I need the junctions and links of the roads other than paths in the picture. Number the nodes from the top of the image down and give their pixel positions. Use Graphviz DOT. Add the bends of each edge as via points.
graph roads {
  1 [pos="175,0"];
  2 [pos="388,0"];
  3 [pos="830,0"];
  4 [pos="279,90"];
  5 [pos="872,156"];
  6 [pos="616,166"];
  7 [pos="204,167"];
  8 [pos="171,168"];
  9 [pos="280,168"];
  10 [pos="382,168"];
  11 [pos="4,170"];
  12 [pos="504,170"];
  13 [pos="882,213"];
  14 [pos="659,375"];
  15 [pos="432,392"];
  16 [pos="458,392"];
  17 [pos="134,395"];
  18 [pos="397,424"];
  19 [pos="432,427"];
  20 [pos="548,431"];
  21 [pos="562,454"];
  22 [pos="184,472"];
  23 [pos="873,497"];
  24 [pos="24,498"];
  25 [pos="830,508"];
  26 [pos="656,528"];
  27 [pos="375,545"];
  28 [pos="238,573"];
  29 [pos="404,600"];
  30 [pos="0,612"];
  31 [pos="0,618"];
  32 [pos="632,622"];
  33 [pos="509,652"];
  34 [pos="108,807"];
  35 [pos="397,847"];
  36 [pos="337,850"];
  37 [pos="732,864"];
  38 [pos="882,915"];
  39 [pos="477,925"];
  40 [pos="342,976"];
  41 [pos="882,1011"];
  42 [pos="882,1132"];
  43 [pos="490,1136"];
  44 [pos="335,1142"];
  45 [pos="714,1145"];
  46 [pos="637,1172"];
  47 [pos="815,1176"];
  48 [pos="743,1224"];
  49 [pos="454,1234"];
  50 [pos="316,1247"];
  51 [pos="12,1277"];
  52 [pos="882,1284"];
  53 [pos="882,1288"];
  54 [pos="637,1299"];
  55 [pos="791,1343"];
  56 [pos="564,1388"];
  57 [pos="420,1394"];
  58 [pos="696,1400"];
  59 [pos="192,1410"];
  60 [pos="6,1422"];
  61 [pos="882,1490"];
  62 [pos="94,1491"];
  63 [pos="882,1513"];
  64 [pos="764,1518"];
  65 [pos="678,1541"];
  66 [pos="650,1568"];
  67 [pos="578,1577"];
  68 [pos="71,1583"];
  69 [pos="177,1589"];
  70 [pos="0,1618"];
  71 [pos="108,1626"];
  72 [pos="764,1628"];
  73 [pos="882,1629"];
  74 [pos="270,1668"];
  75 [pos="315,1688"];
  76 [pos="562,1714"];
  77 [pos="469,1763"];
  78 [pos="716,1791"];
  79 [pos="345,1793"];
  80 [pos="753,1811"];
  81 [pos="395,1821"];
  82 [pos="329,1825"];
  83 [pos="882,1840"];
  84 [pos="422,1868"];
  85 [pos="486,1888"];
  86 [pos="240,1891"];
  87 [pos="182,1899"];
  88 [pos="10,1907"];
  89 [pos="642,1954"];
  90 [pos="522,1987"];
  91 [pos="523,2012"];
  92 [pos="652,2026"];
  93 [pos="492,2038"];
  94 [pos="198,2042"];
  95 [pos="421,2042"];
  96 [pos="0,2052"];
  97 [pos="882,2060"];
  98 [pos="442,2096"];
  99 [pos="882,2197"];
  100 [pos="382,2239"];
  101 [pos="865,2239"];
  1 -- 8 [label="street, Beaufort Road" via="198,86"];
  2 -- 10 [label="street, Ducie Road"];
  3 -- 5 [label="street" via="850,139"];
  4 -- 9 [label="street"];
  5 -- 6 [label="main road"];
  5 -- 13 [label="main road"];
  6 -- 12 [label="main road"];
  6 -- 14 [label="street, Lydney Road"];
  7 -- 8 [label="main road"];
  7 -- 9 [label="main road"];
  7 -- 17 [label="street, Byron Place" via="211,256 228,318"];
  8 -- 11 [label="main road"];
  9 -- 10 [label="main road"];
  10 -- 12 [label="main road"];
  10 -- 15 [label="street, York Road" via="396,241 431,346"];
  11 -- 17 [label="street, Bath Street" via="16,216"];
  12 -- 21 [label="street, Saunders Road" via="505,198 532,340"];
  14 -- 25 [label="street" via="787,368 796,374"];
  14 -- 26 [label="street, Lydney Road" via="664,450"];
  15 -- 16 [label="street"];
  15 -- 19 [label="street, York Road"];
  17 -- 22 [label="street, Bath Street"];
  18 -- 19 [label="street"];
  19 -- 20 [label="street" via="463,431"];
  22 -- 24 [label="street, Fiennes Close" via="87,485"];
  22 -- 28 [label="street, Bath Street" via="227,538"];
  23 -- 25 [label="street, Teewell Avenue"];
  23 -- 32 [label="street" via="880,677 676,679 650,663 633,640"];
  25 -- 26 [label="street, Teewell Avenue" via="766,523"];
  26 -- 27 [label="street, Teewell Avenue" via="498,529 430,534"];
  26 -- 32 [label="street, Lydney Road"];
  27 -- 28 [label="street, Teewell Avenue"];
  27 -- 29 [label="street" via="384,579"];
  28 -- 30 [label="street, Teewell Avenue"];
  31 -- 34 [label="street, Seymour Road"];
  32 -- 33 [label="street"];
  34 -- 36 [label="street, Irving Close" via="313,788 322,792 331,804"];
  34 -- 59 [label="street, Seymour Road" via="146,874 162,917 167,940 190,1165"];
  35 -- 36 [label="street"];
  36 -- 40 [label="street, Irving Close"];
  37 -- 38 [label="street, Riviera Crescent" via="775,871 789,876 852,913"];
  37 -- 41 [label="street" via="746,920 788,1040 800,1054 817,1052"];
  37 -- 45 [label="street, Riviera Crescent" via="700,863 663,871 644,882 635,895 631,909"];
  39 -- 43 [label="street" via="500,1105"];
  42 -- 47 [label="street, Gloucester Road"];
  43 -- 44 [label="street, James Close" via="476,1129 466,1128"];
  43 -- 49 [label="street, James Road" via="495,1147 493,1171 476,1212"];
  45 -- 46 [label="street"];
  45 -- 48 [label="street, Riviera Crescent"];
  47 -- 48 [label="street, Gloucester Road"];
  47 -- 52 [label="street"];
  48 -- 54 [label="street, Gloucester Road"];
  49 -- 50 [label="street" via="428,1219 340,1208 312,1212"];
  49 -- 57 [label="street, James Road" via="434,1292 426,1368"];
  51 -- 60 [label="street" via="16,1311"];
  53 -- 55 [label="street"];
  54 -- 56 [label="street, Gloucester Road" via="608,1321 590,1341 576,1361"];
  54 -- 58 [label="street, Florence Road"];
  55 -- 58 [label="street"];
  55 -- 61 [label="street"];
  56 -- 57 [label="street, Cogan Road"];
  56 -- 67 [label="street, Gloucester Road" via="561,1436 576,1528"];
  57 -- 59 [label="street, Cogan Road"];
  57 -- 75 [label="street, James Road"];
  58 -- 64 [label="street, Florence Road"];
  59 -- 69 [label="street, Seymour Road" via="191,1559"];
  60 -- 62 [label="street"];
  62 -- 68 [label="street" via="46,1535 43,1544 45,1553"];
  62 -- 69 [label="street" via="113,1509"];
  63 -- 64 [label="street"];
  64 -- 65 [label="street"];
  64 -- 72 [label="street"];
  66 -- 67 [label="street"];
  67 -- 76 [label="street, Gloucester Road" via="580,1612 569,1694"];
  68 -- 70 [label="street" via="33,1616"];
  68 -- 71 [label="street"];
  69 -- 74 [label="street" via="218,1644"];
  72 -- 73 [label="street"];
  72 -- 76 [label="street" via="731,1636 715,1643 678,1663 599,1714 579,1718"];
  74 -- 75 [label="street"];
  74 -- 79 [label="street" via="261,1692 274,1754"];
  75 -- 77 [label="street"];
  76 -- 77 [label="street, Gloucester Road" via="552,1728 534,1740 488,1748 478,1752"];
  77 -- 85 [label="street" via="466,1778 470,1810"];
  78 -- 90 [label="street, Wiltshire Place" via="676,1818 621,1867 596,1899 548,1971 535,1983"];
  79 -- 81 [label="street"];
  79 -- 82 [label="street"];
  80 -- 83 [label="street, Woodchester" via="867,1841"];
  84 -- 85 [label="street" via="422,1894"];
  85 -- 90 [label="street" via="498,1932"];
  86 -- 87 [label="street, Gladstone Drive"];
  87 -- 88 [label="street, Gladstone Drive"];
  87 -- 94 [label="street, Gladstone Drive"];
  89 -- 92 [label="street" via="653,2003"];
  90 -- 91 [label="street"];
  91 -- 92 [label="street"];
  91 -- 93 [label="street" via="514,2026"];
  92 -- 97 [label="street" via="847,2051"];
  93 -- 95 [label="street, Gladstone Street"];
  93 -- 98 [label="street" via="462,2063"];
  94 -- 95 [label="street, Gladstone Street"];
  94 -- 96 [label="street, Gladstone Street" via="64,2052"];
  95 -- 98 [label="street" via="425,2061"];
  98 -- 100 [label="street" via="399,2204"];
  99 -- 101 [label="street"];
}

☆ ☆ ☆ ☆

**ACTIVITY:**
Select every line of the material above holding the word "Close" and copy it.

**RESPONSE:**
  22 -- 24 [label="street, Fiennes Close" via="87,485"];
  34 -- 36 [label="street, Irving Close" via="313,788 322,792 331,804"];
  36 -- 40 [label="street, Irving Close"];
  43 -- 44 [label="street, James Close" via="476,1129 466,1128"];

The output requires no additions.